══ Input data ══

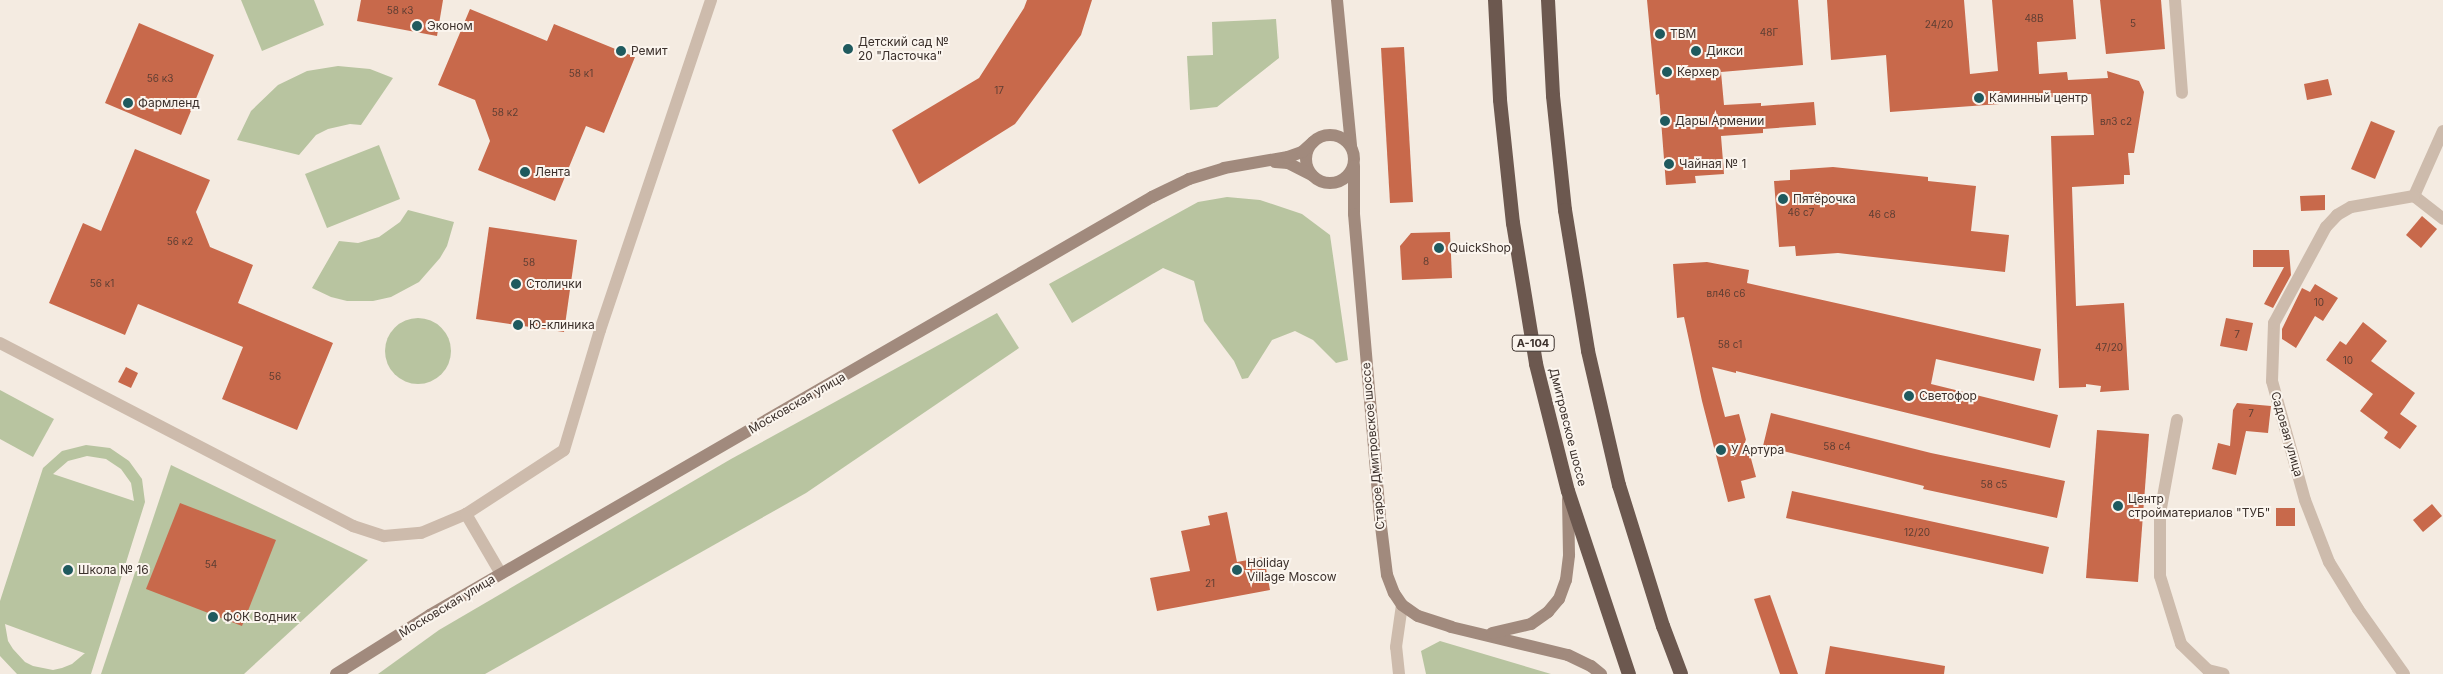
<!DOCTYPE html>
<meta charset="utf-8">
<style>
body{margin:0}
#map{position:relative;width:2443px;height:674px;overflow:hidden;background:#f4ebe1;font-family:Inter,sans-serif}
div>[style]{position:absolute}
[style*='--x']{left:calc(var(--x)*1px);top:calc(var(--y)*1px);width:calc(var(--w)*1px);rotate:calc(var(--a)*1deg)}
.green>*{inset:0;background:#b8c4a0}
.round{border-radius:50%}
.building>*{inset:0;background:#c8694b}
.minor>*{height:12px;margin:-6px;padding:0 6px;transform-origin:6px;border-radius:6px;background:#cdbbac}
.secondary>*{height:12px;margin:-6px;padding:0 6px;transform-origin:6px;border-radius:6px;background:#a18a7d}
.secondary>.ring{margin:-6px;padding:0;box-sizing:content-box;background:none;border:12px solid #a18a7d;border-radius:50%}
.trunk>*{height:14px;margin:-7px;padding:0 7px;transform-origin:7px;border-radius:7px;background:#6c584f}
.dots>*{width:14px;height:14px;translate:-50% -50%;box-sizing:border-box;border:2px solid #fbf5ee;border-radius:50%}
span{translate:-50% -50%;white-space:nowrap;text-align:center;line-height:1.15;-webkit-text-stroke:4px #fbf5ee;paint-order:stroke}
.number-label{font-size:10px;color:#5e3e33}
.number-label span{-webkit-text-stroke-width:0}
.shield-label span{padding:1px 4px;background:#fbf5ee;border:1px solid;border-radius:4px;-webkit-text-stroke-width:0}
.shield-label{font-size:11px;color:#3b302b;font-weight:700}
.poi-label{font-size:12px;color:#3b302b}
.left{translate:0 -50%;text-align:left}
.street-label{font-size:12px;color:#3b302b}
</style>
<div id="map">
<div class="green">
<i style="clip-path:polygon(241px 0,314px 0,324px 25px,262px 51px)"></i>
<i style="clip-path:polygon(1276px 19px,1279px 58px,1217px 107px,1190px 110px,1187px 56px,1213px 55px,1212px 22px)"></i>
<i style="clip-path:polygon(338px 66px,370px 69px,393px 78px,361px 125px,350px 124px,328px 129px,316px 135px,299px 155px,237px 140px,251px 111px,278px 85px,307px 71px)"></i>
<i style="clip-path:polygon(379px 145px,400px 199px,327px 228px,305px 174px)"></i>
<i style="clip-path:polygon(1227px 197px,1260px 200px,1302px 214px,1330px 235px,1348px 360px,1336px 363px,1313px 340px,1295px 331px,1272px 340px,1248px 378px,1242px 379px,1234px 361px,1204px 321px,1194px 281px,1163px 268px,1072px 323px,1049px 284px,1198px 202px)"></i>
<i style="clip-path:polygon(408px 210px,454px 222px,447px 246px,440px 258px,419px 282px,391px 297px,373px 301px,347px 301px,331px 297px,312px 288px,339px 241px,358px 243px,379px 237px,400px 222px)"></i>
<i style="clip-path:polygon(997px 313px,1019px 348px,806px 493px,485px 674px,378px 674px,439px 630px,731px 459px)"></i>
<i class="round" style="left:385px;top:318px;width:66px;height:66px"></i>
<i style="clip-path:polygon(0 390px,54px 419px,33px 457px,0 439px)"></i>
<i style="clip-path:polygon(evenodd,86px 445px,110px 448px,129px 461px,142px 479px,145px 502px,91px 674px,17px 674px,0 656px,0 601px,43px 468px,62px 451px,86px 445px,87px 456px,106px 459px,121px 469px,131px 483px,134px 501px,53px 474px,68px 461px,87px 456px,86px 445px,5px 624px,84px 653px,85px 653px,72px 664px,62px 668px,53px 670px,33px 666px,25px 662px,13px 649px,8px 641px,5px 624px)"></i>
<i style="clip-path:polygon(171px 465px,368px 560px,244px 674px,101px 674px)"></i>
<i style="clip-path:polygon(1440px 641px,1551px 674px,1426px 674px,1421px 651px)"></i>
</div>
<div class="building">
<i style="clip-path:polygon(361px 0,443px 0,437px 36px,357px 21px)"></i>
<i style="clip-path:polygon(1027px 0,1092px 0,1081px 35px,1015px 124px,919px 184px,892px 130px,979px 78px,1024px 8px)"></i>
<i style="clip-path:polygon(1647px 0,1798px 0,1803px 65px,1721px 72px,1724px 105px,1761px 103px,1761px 106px,1814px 102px,1816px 125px,1763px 129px,1763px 133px,1721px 136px,1724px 174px,1695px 176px,1696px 183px,1666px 185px,1659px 94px,1656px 95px)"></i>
<i style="clip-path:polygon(1827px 0,1964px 0,1970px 74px,1998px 71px,1992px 0,2073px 0,2076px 39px,2037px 42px,2039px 74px,2067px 72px,2068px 80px,2108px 78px,2107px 71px,2139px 81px,2144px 92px,2134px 153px,2128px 153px,2130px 175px,2124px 175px,2124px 184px,2072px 187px,2076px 306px,2124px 303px,2129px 390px,2100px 392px,2101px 386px,2086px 384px,2086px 387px,2059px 388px,2051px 136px,2094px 135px,2091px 94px,2041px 98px,2041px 101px,1890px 112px,1886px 55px,1831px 60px)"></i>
<i style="clip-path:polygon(2100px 0,2161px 0,2165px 49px,2106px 54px)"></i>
<i style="clip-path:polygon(470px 9px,547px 41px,554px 24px,635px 57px,604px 133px,586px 126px,555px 201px,478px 170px,490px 141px,475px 100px,438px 85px)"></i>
<i style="clip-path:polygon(139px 23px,214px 55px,181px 135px,105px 103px)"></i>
<i style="clip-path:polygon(1404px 47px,1413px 202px,1390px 203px,1381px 48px)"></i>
<i style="clip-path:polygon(2328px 79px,2332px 95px,2307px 100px,2304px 84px)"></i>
<i style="clip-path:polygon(2371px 121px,2395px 131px,2375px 179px,2351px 169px)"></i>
<i style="clip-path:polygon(135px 149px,210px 180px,196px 212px,210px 247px,253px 265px,238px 303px,333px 343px,297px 430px,222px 399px,243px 347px,138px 304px,125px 335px,49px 303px,83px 223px,101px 231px)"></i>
<i style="clip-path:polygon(1833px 167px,1928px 177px,1928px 181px,1976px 186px,1971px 231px,2009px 235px,2005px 272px,1838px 253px,1796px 256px,1795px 246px,1779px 247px,1774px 181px,1790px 180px,1790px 170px)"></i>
<i style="clip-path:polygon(2325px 195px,2325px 210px,2301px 211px,2300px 196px)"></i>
<i style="clip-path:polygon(2422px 216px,2437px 229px,2421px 248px,2406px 235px)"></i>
<i style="clip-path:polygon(489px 227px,577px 240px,564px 332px,476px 319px)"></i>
<i style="clip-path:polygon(1450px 232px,1452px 278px,1402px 280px,1400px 246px,1411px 233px)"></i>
<i style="clip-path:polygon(2253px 250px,2289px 250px,2291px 275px,2273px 308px,2264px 304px,2284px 267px,2253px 267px)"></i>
<i style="clip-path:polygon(1707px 262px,1749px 270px,1747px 283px,2041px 349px,2034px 381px,1936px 359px,1931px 384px,2058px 415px,2050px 448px,1736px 371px,1736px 373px,1712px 367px,1725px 417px,1739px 414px,1756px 477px,1741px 481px,1745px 498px,1728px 502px,1702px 401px,1684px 317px,1677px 318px,1673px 264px)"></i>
<i style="clip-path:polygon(2315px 284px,2338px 298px,2323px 321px,2315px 316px,2296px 348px,2282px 339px,2282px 329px,2302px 288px,2310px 292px)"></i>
<i style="clip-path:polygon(2226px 318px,2253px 323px,2247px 351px,2220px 346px)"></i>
<i style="clip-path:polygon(2363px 322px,2387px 341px,2371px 361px,2415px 393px,2400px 414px,2417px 426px,2400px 449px,2384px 438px,2388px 432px,2360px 411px,2373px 394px,2326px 360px,2340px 341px,2346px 345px)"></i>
<i style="clip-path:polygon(126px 367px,138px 373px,131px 388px,118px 382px)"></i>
<i style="clip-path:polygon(2237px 403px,2271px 406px,2268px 433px,2246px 431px,2236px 475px,2212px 469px,2218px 443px,2230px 446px,2233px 410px)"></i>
<i style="clip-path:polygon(1771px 413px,1931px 453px,2065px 481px,2057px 518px,1923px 489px,1924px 486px,1763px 446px)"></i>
<i style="clip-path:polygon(2097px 430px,2149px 434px,2138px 582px,2086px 578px)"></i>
<i style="clip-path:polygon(1792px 491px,2049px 547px,2043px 574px,1786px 518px)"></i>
<i style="clip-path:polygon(180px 503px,276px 540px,242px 626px,146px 589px)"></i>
<i style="clip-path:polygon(2432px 504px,2442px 516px,2423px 532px,2413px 520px)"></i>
<i style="clip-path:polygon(2276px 508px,2295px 508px,2295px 526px,2276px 526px)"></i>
<i style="clip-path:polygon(1227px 512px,1237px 562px,1264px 557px,1270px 590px,1157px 611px,1150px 578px,1190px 571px,1181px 531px,1210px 525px,1208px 516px)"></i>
<i style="clip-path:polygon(1770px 595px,1798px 674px,1780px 674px,1754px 599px)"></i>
<i style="clip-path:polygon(1830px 646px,1945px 666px,1944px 674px,1825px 674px)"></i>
</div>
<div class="minor">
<i style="--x:2175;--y:0;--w:93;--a:85.7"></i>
<i style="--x:2414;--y:196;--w:71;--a:-66"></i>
<i style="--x:2414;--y:196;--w:37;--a:38"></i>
<i style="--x:0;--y:343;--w:398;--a:27.4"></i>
<i style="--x:353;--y:526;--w:33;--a:18"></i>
<i style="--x:384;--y:536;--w:37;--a:-5"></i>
<i style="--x:421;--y:533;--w:49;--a:-22.9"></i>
<i style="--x:466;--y:514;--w:69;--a:59.7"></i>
<i style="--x:2177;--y:420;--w:96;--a:100.3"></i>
<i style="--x:2160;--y:514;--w:62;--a:90"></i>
<i style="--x:2160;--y:576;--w:71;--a:72.8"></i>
<i style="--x:2181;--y:644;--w:37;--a:44"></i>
<i style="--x:2208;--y:670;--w:16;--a:14"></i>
<i style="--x:466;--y:514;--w:117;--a:-33.1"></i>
<i style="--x:564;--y:450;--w:125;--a:-73.3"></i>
<i style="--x:600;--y:330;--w:348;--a:-71.4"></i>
<i style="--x:1399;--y:674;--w:27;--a:-96"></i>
<i style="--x:1396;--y:647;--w:42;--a:-81.9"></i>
<i style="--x:2404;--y:674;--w:80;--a:-125.3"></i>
<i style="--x:2358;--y:609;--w:55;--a:-121.7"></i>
<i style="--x:2329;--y:562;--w:66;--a:-111.2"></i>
<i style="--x:2305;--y:500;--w:123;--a:-105.5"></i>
<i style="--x:2272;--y:381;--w:58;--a:-88"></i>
<i style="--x:2274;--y:323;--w:109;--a:-61.6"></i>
<i style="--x:2326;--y:227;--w:16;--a:-47"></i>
<i style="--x:2337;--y:215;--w:16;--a:-30"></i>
<i style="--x:2351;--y:207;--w:64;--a:-9.9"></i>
</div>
<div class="secondary">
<i style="--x:1337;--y:0;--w:146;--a:84.5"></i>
<i class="ring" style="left:1306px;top:135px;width:36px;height:36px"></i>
<i style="--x:1275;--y:162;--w:13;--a:4"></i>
<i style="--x:1288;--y:163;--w:27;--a:27"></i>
<i style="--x:1354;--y:166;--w:48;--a:90"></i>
<i style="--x:1354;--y:214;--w:305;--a:85.1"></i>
<i style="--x:1380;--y:518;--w:57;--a:83"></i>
<i style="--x:1387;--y:575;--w:19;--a:69"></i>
<i style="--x:1394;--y:593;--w:14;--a:56"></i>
<i style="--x:1402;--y:605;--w:19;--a:35"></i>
<i style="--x:1418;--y:616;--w:35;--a:18"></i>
<i style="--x:1451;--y:627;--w:120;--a:13.5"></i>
<i style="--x:1568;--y:655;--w:25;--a:26"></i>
<i style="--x:1591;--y:666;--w:13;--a:39"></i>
<i style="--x:1492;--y:633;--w:40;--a:-13"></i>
<i style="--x:1531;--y:624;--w:21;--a:-35"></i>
<i style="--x:1548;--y:612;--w:17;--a:-50"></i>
<i style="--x:1559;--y:599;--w:20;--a:-70"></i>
<i style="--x:1566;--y:580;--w:25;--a:-83"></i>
<i style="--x:1569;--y:555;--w:56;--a:-91"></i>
<i style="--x:336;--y:674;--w:111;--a:-32.1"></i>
<i style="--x:430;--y:615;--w:834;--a:-30.07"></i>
<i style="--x:1152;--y:197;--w:41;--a:-25.9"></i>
<i style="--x:1189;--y:179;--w:37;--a:-17"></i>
<i style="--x:1224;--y:168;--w:65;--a:-9.8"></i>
<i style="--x:1288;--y:157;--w:15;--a:-20"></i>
<i style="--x:1302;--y:152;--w:15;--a:-42"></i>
</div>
<div class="trunk">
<i style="--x:1495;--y:0;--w:100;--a:87.1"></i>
<i style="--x:1500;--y:100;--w:124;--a:84"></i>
<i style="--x:1513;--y:223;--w:143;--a:80.7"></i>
<i style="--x:1536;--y:364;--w:131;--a:75.9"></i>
<i style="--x:1568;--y:491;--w:193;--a:71.6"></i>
<i style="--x:1548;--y:0;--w:96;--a:87"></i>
<i style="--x:1553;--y:96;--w:115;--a:84"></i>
<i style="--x:1565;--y:210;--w:143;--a:80.7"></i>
<i style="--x:1588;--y:351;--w:138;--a:77"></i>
<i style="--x:1619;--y:485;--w:148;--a:72.7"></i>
<i style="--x:1663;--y:626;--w:51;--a:69.4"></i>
</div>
<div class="dots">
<i style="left:417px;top:26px;background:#1f5a5e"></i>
<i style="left:1660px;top:34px;background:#1f5a5e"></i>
<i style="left:848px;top:49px;background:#1f5a5e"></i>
<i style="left:621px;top:51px;background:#1f5a5e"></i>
<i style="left:1696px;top:51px;background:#1f5a5e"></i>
<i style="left:1667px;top:72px;background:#1f5a5e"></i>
<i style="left:1979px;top:98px;background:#1f5a5e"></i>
<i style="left:128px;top:103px;background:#1f5a5e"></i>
<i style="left:1665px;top:121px;background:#1f5a5e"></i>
<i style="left:1669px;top:164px;background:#1f5a5e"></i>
<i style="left:525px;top:172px;background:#1f5a5e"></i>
<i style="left:1783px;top:199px;background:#1f5a5e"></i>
<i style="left:1439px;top:248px;background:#1f5a5e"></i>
<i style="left:516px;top:284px;background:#1f5a5e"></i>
<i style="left:518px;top:325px;background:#1f5a5e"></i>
<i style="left:1909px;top:396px;background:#1f5a5e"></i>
<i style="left:1721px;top:450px;background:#1f5a5e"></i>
<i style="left:2118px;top:506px;background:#1f5a5e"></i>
<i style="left:68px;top:570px;background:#1f5a5e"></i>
<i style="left:1237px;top:570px;background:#1f5a5e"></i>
<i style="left:213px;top:617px;background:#1f5a5e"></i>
</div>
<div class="number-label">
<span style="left:400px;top:11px">58 к3</span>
<span style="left:2034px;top:19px">48В</span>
<span style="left:2133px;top:24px">5</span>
<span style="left:1939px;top:25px">24/20</span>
<span style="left:1769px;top:33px">48Г</span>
<span style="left:581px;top:74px">58 к1</span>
<span style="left:160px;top:79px">56 к3</span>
<span style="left:999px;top:91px">17</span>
<span style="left:505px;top:113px">58 к2</span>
<span style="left:2116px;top:122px">вл3 с2</span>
<span style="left:1801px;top:213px">46 с7</span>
<span style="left:1882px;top:215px">46 с8</span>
<span style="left:180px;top:242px">56 к2</span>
<span style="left:1426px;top:262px">8</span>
<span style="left:529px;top:263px">58</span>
<span style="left:102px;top:284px">56 к1</span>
<span style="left:1726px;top:294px">вл46 с6</span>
<span style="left:2319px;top:303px">10</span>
<span style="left:2237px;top:335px">7</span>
<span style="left:1730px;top:345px">58 с1</span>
<span style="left:2109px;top:348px">47/20</span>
<span style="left:2348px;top:361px">10</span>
<span style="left:275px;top:377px">56</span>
<span style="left:2251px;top:414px">7</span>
<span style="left:1837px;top:447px">58 с4</span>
<span style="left:1994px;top:485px">58 с5</span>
<span style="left:1917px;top:533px">12/20</span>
<span style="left:211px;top:565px">54</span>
<span style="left:1210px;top:584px">21</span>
</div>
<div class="shield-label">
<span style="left:1533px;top:343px">А-104</span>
</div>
<div class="poi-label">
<span class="left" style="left:427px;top:26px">Эконом</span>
<span class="left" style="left:1670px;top:34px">ТВМ</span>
<span class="left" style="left:858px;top:49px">Детский сад №<br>20 "Ласточка"</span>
<span class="left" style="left:631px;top:51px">Ремит</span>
<span class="left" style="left:1706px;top:51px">Дикси</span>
<span class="left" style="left:1677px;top:72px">Керхер</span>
<span class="left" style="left:1989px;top:98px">Каминный центр</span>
<span class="left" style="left:138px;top:103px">Фармленд</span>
<span class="left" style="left:1675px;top:121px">Дары Армении</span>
<span class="left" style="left:1679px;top:164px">Чайная № 1</span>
<span class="left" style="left:535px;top:172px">Лента</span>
<span class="left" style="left:1793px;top:199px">Пятёрочка</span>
<span class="left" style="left:1449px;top:248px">QuickShop</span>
<span class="left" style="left:526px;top:284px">Столички</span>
<span class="left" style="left:529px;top:325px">Ю-клиника</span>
<span class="left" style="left:1919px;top:396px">Светофор</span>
<span class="left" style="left:1731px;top:450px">У Артура</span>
<span class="left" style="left:2128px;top:506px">Центр<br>стройматериалов "ТУБ"</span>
<span class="left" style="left:1247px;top:570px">Holiday<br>Village Moscow</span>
<span class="left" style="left:78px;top:570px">Школа № 16</span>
<span class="left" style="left:223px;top:617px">ФОК Водник</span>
</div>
<div class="street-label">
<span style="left:797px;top:403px;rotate:-30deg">Московская улица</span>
<span style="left:1568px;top:427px;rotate:76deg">Дмитровское шоссе</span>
<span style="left:2287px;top:434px;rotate:74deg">Садовая улица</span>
<span style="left:1373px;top:446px;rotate:-95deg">Старое Дмитровское шоссе</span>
<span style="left:447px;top:606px;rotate:-31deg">Московская улица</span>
</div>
</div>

═══

* _Exercise_: Using the records above, count the lines containing "shield". Give no words besides the number.

* _Answer to this task_: 3